The reason why such a complicated process is necessary is that floating operations are rarely used in Verilog considering the implementation area. Therefore, we get a result of -0.067, which is actually less than -0.07 that we expected. It can be seen as a kind of quantization error. The System Simulator defines a constant called "Precision" to determine how many decimal places can be cut off. 128, which is the line that the system performance is judged to be appropriate, is set, and if a value smaller than that is specified, many decimal points of the parameter are truncated and the performance deteriorates. When it was raised above that, there was no significant performance improvement, so it was defined as 128 (7-bit shift). And, if you specify the number like this, you can use Verilog's 2's complement, so you can calculate conveniently without worrying about sign extension one by one. (For the concept of 2's compliment, sign extension, please check the wiki.) Once the number system is established, it is enough to figure out which operations are performed sequentially. A summary of the parameters of the reference model is as follows. (If you run the last line of Reference, you can get each parameter and size.)

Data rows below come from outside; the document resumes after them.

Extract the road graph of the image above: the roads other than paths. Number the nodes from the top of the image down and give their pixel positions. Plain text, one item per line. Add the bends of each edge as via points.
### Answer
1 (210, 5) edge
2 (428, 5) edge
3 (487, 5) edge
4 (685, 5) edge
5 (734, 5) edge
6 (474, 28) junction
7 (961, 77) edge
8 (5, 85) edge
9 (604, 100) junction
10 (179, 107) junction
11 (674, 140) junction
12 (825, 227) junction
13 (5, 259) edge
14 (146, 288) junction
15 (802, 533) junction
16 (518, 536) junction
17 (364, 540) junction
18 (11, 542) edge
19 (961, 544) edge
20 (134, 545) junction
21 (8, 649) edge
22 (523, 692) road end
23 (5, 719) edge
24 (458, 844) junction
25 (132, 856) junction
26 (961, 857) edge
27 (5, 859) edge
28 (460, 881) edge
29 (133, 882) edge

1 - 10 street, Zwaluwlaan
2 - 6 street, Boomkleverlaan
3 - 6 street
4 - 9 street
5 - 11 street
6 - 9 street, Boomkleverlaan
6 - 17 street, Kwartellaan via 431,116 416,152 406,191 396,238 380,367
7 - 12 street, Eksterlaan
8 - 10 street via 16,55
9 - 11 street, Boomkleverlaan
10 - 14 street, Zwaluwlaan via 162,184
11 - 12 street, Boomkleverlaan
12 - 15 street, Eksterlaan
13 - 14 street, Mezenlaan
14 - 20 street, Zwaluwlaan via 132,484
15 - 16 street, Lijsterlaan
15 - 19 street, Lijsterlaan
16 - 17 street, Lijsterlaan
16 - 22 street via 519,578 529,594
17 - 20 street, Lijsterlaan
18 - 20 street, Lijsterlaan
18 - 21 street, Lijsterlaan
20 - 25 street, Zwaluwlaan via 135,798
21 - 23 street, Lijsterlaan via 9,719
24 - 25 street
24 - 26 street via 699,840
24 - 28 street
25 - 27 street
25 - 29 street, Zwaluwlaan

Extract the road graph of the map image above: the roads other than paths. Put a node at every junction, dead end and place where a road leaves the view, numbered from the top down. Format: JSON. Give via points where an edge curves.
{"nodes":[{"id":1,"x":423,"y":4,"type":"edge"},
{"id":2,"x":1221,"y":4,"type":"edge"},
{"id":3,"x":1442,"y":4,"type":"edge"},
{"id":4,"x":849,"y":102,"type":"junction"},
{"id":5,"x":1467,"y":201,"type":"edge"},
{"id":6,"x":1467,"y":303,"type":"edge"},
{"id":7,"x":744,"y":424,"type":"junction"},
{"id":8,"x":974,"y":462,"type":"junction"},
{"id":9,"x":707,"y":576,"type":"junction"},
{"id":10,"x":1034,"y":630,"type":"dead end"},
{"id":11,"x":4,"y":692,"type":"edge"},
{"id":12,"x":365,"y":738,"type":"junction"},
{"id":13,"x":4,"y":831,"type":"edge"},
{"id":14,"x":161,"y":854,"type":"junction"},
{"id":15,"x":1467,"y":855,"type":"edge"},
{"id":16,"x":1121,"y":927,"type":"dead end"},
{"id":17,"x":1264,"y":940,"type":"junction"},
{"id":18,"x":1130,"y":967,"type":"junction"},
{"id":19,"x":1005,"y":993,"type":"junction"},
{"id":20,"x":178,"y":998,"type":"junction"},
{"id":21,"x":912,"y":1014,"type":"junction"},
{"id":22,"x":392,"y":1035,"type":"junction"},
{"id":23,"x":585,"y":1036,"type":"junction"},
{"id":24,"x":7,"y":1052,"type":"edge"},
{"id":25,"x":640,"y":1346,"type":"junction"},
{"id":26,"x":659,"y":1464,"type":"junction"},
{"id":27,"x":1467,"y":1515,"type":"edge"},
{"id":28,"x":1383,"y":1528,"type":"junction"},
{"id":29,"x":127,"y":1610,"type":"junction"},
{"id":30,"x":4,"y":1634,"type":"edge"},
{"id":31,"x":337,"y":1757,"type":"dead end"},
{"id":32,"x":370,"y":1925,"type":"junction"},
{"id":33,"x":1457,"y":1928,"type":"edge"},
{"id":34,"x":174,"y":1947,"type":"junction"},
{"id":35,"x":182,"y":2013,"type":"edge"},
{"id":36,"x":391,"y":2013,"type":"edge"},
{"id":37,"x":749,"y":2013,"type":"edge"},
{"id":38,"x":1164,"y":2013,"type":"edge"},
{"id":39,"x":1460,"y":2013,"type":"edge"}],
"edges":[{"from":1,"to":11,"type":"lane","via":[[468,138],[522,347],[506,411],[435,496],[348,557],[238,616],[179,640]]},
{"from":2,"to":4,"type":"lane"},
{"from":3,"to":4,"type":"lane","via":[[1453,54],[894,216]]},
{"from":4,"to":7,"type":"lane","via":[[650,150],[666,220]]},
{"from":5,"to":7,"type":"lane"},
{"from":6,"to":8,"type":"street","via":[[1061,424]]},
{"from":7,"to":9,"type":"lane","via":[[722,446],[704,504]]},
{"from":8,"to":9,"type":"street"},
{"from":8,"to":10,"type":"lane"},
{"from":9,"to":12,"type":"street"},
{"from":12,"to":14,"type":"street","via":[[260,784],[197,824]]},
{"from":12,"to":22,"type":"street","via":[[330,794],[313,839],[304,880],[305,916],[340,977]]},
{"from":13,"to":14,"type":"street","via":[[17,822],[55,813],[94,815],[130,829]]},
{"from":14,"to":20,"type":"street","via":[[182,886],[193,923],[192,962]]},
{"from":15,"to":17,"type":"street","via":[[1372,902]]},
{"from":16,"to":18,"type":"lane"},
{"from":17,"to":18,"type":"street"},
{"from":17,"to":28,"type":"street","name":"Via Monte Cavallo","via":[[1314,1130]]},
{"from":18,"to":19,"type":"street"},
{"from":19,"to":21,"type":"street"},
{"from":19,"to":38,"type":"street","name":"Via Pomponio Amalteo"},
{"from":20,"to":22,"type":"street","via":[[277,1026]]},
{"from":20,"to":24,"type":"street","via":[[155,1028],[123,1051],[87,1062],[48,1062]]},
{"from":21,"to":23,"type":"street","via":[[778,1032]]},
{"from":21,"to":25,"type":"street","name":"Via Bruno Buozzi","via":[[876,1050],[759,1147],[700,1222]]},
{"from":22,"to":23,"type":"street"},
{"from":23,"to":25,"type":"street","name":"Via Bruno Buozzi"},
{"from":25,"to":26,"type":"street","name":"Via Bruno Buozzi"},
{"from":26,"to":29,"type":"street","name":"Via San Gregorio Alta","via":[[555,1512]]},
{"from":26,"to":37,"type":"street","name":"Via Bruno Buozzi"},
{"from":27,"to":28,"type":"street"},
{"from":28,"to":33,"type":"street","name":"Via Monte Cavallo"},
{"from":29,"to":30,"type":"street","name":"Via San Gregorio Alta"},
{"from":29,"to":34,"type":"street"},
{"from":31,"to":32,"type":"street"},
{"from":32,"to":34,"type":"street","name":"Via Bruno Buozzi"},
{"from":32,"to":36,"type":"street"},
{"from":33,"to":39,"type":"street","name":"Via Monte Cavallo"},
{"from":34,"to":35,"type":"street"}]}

- rnn.weight_ih_l0 param.shape: torch.Size([9, 1])    => Wih
- rnn.weight_hh_l0 param.shape: torch.Size([9, 9])   => Whh
- rnn.bias_ih_l0 param.shape: torch.Size([9])           => bih
- rnn.bias_hh_l0 param.shape: torch.Size([9])          => bhh
- out.weight param.shape: torch.Size([1, 9])           => Who
- out.bias param.shape: torch.Size([1])                  => bho

Now, if we perform the operation in the following order, we can obtain the desired inference.

i)     Xo = Wih x Xi + bih
ii)    Hi = Whh x Hi-1 + bhh (H0 = 0)
iii)   Ho = tanh(Xo + Hi)
iv)   Ypred = Who x Ho + bho

If you execute the code in the link below, you can see the performance of the reference model and the system simulator as shown in the figure below. There is a clear performance difference due to the three factors mentioned above, and once the trend is following well, if the result is scaled, the prediction result can be compensated to some extent. So, the System Simulator is frozen here. It is also used to make a test vector necessary for Verilog development, and is also used to compare with the final RTL result. (* I am a hardware engineer, so Python code may be not nice from a SW engineer's point of view. Since it was written with an algorithm that is as close to Verilog as possible. It would be appreciated if someone could verify whether there is any other reason other than the quantization error. Smart truncation can be applied while monitor the performance not to degrade the performance. But it's out of the scope)

-          data = torch.sin(time+torch.sin(time))

-          data = torch.sin(time+torch.sin(time)+torch.cos(time))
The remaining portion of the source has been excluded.